[WHAT YOU ARE ASKED TO DO]
Run through the records and show each line that includes the string "list".

[DATA EXCERPTS]
----

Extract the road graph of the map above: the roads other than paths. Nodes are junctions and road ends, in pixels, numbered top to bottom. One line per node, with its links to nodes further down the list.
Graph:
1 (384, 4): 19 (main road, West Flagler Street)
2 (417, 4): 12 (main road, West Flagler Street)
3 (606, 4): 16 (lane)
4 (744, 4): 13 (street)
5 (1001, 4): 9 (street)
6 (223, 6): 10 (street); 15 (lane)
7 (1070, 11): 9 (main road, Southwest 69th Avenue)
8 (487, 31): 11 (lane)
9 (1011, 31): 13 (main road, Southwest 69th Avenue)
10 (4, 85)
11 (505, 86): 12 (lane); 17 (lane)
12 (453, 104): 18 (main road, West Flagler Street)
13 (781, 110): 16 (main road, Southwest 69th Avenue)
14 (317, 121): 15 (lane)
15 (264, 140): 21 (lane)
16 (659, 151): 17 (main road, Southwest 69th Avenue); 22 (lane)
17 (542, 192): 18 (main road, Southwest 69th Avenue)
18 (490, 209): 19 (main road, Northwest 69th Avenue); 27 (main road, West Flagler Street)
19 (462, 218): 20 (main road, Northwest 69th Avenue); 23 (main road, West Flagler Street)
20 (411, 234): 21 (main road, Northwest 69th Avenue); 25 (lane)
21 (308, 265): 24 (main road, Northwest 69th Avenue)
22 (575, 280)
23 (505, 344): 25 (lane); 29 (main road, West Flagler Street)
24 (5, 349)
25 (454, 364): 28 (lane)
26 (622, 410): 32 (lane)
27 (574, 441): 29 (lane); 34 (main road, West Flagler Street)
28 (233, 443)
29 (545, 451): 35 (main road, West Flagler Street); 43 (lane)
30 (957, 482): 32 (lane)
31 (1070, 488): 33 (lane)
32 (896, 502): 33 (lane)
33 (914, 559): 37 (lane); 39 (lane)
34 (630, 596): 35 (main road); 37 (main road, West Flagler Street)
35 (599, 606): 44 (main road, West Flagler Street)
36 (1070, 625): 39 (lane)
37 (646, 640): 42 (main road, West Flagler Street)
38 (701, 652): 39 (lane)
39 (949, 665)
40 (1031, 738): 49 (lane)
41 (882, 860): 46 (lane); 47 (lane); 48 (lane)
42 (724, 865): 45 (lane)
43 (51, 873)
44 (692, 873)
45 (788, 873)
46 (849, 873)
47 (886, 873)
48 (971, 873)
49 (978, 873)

----

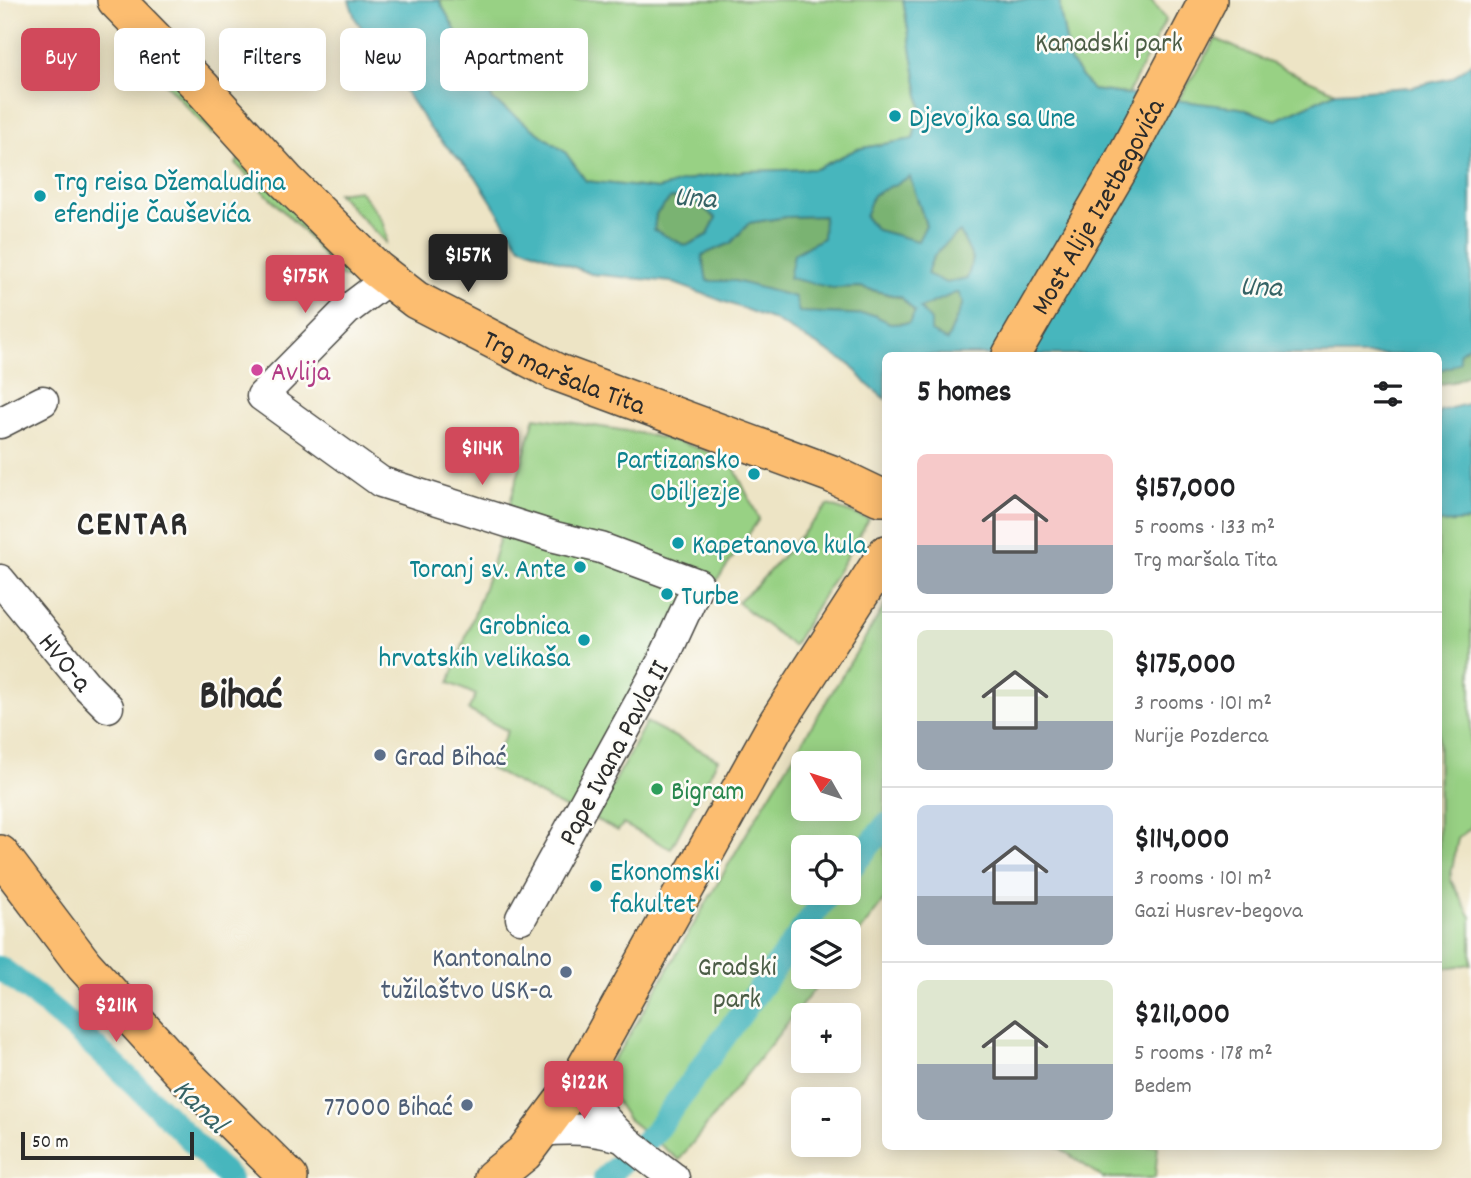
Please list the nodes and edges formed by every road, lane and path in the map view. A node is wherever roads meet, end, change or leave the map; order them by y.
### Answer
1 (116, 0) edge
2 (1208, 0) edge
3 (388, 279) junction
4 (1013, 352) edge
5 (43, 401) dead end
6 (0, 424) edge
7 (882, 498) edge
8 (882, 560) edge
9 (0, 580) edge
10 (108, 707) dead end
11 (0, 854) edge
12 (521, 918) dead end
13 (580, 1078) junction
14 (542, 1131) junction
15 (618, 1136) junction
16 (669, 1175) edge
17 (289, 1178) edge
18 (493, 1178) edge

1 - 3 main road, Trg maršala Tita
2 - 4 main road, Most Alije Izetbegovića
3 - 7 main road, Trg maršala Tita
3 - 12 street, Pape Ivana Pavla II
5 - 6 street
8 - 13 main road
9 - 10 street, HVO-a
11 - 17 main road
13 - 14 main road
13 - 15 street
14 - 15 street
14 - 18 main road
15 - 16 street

----

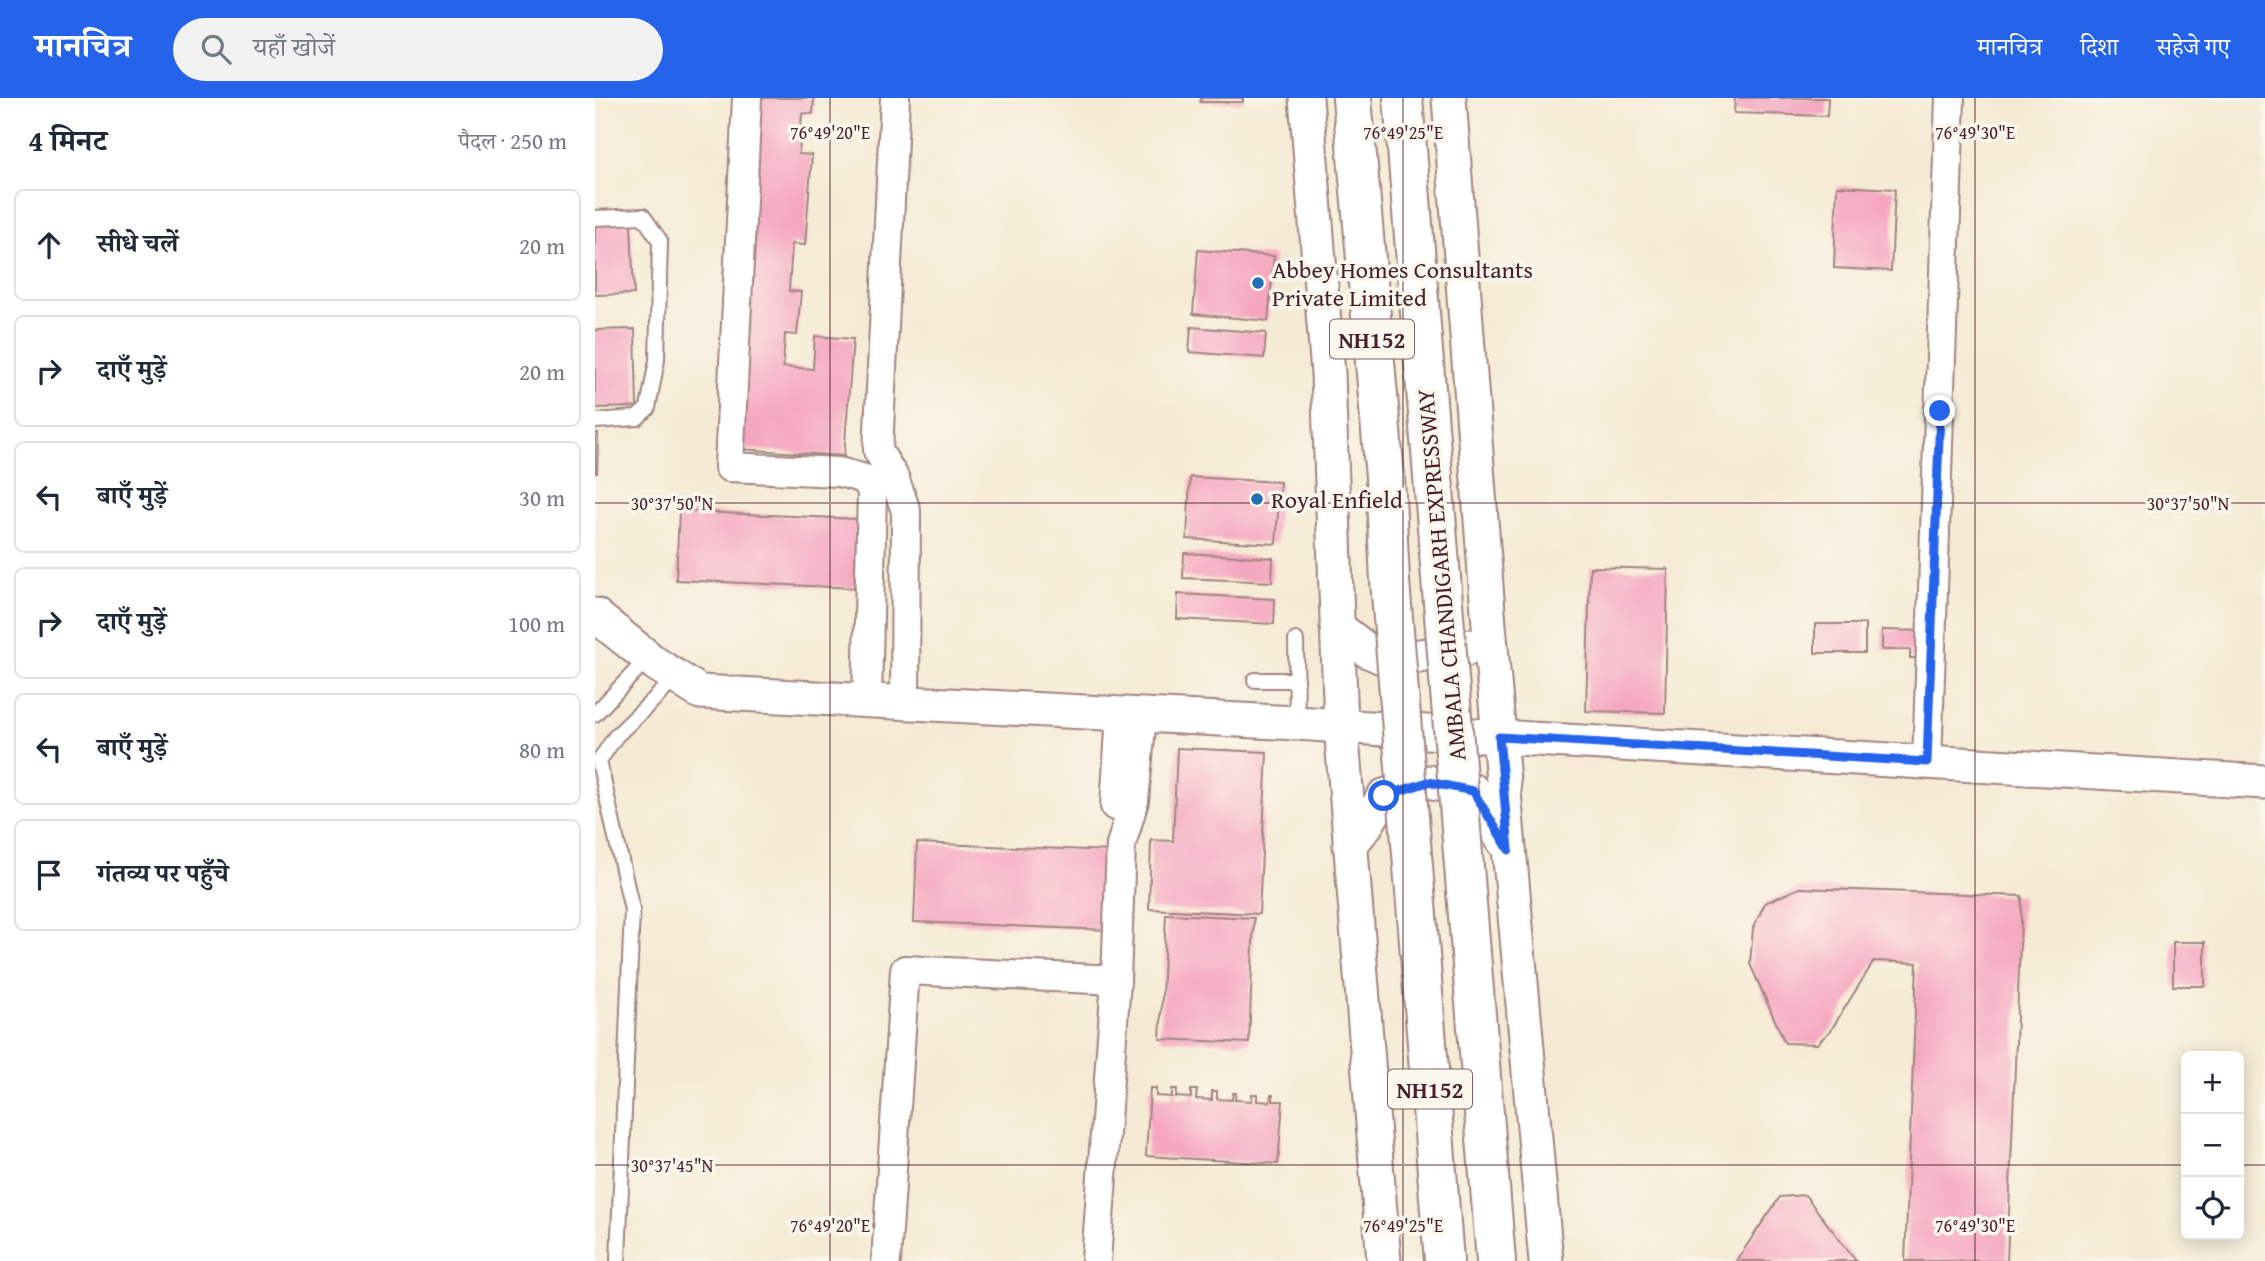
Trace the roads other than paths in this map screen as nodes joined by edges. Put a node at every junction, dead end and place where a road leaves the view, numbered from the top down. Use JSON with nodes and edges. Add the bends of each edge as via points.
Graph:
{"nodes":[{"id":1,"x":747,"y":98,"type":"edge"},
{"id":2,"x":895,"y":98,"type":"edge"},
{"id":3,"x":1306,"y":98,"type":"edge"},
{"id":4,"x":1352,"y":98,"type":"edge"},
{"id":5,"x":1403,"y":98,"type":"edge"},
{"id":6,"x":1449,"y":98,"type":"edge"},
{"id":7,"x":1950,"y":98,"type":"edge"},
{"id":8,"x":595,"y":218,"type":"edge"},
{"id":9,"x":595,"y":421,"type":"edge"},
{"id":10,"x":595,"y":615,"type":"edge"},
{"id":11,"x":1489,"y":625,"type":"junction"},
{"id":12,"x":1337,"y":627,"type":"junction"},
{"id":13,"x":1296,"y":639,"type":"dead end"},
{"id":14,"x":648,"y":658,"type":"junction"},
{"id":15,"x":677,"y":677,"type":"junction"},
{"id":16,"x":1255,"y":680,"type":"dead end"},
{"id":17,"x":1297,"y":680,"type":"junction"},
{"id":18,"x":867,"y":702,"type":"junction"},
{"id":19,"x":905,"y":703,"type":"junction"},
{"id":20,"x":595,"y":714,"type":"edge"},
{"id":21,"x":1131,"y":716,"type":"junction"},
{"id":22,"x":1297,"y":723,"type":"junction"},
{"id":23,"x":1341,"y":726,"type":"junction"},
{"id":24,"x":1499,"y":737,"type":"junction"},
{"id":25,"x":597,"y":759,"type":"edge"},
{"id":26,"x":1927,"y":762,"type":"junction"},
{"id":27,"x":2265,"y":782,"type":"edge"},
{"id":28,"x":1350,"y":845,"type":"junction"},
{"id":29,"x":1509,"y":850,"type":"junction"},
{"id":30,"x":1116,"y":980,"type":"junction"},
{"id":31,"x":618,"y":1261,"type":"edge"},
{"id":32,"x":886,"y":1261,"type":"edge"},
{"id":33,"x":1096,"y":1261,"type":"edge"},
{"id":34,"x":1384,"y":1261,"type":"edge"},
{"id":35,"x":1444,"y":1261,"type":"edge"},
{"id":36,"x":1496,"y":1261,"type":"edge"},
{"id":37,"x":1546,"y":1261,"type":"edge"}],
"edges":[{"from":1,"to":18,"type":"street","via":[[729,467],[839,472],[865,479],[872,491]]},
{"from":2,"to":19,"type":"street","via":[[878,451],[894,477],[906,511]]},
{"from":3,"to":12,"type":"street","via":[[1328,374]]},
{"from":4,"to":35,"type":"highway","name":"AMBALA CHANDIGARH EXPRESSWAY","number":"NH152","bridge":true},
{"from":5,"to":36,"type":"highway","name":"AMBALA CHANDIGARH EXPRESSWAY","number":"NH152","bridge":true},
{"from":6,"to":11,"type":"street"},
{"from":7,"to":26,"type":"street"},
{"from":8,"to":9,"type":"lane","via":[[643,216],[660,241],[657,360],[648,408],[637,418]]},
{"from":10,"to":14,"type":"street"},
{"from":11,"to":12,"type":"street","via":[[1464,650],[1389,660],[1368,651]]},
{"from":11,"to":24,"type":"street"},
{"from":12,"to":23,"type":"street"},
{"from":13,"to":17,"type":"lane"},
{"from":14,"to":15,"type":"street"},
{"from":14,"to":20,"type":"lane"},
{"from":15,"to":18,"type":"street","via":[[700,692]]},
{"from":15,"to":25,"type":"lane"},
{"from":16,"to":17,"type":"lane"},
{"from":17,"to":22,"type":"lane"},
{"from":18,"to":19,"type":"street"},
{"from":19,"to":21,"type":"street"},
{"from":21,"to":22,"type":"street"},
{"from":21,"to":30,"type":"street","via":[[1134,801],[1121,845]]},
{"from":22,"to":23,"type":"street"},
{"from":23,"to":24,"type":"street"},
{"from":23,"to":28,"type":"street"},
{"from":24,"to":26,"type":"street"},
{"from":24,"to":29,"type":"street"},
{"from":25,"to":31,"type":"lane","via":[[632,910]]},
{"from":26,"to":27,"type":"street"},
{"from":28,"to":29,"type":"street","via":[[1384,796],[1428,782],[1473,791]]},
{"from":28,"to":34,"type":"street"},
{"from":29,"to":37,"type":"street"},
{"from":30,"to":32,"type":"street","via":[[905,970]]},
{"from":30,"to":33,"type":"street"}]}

----

[YOUR SOLUTION]
Extract the road graph of the map above: the roads other than paths. Nodes are junctions and road ends, in pixels, numbered top to bottom. One line per node, with its links to nodes further down the list.
Please list the nodes and edges formed by every road, lane and path in the map view. A node is wherever roads meet, end, change or leave the map; order them by y.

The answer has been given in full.